Putting it all together

To put this demo together, we need to create a terraform state bucket, a couple of secrets in a vault to store access keys to said bucket, an OCI devops project, and then populate it with the appropriate elements.

1. Create a bucket to store the terraform state (this can easily be shared across multiple terraform projects, as long as the [project] prefix discussed above is distinct for each one). Note: this should not be the bucket you are targeting for the synchronization. Use a separate dedicated bucket for terraform state.
2. Create an ACCESS_KEY and PRIVATE_KEY for the terraform remote_state by creating a "Customer Secret Key". Guidance on working with Customer Secret Keys.
3. Create a Vault and populate TWO secrets with the ACCESS_KEY and PRIVATE_KEY respectively. You'll need to populate the respective secret OCIDs in the build_spec.yaml file.
4. Create a new Notifications Topic and Devops project, using the notifications topic.
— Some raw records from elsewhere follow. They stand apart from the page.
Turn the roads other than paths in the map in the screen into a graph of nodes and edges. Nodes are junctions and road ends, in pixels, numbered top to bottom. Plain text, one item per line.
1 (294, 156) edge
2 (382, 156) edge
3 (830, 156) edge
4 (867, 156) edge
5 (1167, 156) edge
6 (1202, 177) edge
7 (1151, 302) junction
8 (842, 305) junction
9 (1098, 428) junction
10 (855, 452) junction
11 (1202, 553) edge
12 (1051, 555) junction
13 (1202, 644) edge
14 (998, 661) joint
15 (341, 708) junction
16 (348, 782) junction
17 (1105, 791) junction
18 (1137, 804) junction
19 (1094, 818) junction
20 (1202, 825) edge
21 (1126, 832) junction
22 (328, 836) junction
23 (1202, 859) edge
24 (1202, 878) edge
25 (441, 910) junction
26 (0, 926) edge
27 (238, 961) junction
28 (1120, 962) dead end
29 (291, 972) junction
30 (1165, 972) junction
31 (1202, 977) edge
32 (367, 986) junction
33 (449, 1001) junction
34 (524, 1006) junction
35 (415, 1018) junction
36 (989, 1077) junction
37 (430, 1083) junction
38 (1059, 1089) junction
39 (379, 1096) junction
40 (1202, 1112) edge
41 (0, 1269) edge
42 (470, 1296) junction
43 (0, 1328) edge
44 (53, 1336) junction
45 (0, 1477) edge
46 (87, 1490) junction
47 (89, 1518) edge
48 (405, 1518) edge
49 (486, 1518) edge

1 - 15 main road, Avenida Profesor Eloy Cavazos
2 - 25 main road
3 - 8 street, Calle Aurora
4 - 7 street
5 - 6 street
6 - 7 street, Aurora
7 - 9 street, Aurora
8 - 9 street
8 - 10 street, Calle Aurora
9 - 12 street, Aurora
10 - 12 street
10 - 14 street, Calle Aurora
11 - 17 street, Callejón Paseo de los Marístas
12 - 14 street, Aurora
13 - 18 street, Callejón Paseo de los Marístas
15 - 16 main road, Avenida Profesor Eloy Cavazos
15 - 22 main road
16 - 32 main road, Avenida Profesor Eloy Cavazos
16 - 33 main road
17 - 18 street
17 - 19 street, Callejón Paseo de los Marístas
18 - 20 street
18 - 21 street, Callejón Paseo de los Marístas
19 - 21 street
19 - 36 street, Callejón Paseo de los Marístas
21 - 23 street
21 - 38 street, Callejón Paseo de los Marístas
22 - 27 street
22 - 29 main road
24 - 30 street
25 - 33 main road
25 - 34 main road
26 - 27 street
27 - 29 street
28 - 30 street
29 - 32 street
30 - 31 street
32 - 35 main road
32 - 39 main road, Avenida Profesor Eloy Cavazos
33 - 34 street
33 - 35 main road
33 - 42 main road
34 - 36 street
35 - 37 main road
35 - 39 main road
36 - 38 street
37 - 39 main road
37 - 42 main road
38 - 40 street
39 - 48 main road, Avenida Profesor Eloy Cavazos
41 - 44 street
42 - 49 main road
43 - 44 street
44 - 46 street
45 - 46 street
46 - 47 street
You'll need to enable logging as well.

   

   

5. Create a GIT repository in the devops project. You'll need to configure access to your repository, using either SSH or HTTPS.

   

6. Create a build pipeline, with one stage - managed build. You will need to configure a policy as described in the policy guidance. Select the code repository you previously created. Add a parameter to the build pipeline "TARGET_ENV" with default value "STAGE".

   

   

   

   

7. Create a build trigger that triggers the build pipeline on commit of the GIT code repository. Add an action, associated with the main branch and the pipeline above, that triggers on Push.

   

   

   

8. Commit the code you want to sync to the GIT repository, and include the files above in the root directory, as well as the bucket contents in a src subdirectory. You should have the build_spec.yaml file, the terraform.tf file, the remotestate.tf file, the runtf.sh file, the fix_git.sh file, as well as a src subdirectory containing the files you want in your target bucket.
9. The build should trigger, and you should see the terraform run and synchronize the bucket contents from the GIT repository into the desired bucket.

Conclusions

This is just a short overview of what I consider to be a surprisingly useful process. Many modifications and tweaks can be added to this process. For example, I have added in a download step to include some distributed binary files as part of a bucket, rather than storing them in the GIT repository. You can use the same basic process to do other terraform maintenance activities such as synchronizing OCI function builds, or maintaining synchronization of Resource Manager templates and stacks generated by said templates.